“Come away, O human child!
To the waters and the wild
With a faery, hand in hand,
For the world’s more full of weeping than you can understand.”
~ W.B. Yeats, The Collected Poems
Another post that links in to my Kimberley Story…
Like most stories, mine is not a linear one. It would be so much easier if I could look back over the time since my birth and see the orderly steps and logical progression of the mystery that is my life.
But that’s how it is with spiritual and psychic unfolding. I might hold a puzzle piece for years without knowing where it fits, and then suddenly one day it all starts to fall into place.
On Saturday night, the night of the big thunder storm when we lost power and ended up losing all our telecommunications, I dreamed of Auntie, the old Aboriginal woman who was my spiritual and psychic mentor, for the first time in a long time. She has come to me almost every night since.
Let me tell you about those dreams…
On the first night she took me flying. We left her country, the wild and remote Kimberley, and flew north until we reached the land she calls my ‘Old Grandmother Country’.

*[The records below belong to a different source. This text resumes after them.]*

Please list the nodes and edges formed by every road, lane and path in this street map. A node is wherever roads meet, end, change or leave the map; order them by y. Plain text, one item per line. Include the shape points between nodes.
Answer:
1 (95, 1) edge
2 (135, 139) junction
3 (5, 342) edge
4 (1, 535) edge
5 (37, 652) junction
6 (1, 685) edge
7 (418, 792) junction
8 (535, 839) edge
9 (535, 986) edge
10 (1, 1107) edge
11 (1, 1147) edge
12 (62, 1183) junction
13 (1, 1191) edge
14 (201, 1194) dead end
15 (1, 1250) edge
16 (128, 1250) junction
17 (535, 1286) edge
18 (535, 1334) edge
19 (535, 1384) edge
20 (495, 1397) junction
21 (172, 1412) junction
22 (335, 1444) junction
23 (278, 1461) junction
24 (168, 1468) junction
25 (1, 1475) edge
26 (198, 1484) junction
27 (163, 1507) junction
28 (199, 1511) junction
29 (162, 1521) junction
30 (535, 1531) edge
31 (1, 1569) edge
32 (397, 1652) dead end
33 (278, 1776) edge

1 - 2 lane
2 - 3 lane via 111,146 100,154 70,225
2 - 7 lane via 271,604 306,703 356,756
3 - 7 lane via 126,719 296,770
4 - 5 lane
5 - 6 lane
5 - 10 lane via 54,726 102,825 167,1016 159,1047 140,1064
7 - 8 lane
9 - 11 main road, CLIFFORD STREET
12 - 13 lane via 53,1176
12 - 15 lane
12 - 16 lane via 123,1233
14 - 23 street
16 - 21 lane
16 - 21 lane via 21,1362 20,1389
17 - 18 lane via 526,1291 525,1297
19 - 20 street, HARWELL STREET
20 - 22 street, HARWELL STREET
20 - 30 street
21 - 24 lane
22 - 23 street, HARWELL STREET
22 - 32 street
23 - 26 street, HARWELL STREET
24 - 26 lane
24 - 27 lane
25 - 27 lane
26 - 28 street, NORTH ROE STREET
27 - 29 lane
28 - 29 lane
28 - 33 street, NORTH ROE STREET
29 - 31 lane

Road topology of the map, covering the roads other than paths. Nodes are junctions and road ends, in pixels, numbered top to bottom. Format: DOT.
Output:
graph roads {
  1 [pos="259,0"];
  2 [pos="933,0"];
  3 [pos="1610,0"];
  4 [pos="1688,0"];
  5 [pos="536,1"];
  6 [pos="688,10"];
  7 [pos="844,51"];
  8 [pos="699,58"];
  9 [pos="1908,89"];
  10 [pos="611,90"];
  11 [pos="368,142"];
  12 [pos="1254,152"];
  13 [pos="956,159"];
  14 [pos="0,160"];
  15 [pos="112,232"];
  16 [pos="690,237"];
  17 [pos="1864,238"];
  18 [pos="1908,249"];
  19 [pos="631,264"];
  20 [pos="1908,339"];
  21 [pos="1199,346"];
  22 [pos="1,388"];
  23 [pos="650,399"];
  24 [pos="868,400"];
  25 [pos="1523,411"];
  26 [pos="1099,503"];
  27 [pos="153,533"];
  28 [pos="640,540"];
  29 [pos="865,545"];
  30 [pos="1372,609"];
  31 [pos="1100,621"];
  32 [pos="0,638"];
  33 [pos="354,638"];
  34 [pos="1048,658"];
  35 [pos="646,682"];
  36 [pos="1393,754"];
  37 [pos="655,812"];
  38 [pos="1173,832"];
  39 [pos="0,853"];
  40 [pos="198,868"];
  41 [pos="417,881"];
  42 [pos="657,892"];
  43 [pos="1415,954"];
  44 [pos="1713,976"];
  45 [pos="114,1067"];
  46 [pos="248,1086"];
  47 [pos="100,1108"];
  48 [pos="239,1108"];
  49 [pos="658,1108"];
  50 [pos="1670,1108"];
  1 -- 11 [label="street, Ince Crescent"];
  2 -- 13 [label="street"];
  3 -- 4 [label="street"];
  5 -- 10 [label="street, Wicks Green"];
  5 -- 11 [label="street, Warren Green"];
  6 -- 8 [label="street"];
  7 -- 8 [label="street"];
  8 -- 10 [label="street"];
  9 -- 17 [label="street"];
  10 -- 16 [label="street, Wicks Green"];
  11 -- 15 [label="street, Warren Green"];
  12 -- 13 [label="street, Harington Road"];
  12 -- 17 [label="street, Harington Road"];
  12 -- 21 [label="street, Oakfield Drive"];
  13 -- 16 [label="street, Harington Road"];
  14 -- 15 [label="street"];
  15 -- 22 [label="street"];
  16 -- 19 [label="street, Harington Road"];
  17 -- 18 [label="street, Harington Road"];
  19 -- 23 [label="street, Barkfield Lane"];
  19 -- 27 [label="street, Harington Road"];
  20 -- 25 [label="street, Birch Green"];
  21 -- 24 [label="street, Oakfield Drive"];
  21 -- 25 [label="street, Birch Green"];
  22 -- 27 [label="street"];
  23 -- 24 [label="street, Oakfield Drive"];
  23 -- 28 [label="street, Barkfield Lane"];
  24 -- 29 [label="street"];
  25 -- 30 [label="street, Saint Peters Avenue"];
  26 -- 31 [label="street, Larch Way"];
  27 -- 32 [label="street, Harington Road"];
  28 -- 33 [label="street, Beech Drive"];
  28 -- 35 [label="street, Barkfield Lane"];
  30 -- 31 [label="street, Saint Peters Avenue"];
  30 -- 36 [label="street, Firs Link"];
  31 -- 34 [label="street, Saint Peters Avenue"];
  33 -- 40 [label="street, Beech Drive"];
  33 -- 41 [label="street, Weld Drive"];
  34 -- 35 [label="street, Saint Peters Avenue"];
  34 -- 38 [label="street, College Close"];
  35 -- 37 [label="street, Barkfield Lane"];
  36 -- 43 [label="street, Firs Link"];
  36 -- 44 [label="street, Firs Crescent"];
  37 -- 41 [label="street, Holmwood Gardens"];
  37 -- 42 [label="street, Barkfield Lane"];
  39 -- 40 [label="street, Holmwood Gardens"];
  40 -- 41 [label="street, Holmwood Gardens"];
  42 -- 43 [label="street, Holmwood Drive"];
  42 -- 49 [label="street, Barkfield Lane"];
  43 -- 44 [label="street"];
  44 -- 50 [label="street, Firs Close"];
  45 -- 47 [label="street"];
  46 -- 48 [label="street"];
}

I was wearing a big warm coat, lined with the softest fleece. On my hat was a red woollen beanie and on my feet were bright red socks. It bothered me, those red socks. How could I land anywhere or walk around without shoes?
We stopped just above a large old tree with rags and ribbons tied to its branches. I reached down and tied a scrap of fabric too, and offered up a prayer. It was as if I knew what I was doing, and the landscape was familiar – like I was returning to a childhood haunt.
I don’t remember the dream’s ending, but I woke on Sunday morning feeling bright and clear and resoundingly peaceful.
In the next night’s dreaming, Auntie came to visit me again and we flew from my farm to her country with the Black Cockatoos. Then up we went, back to that cold, old place we’d visited the night before. This time we alighted not far from the rag tree, and drank from a deep clear pool of water.
“Good water, dis,” Auntie said to me. “Real sweet.”
I knew that pool. At the time I couldn’t say why. But I knew it as well as if it were in my own backyard.
The next few nights Auntie took me to many locations that have been significant for me since my birth. City-scapes, wilderness, places I used to live.
“Stop lookin’ with your eyes,” the old woman chided me, her warm hand pressed firmly into mine. “Feel dis place here,” she put her other hand over my heart.
Oh… When she did that, warmth flooded my body and my ears felt as if they had filled with blood. Not unpleasant, but still a strange sensation.
Now I could hear whispers. I could see myself, and other people that I knew. I could feel and see the energy and the wisdom of each situation – insights that had never been apparent when I was living those moments. I could hear the earth itself.
It has given me much to think about.
The night before last, Auntie took me flying one more time. Back to ‘Old Grandmother Country’ we went, me with my warm coat and red beanie pulled down snug over my ears. Auntie was still wearing her old cotton dress, barefoot and with naked arms. But she didn’t seem cold at all.
This time we passed the rag tree and the beautiful pool and stopped above a fairy mound. In a heartbeat I was standing on the ground beside it, my ankles sunk into deep green grass.
“There’s a door,” I heard Auntie say.
I looked, and just to one side of me was a low doorway made of stone.
“Go on,” the old woman encouraged me. “Go inside. They’re waiting for you!”
I didn’t feel nervous. I didn’t feel scared. My heart swelled with longing.
I didn’t even wave Auntie goodbye.
Ducking my head I stepped over the carved stone threshold and entered the mound.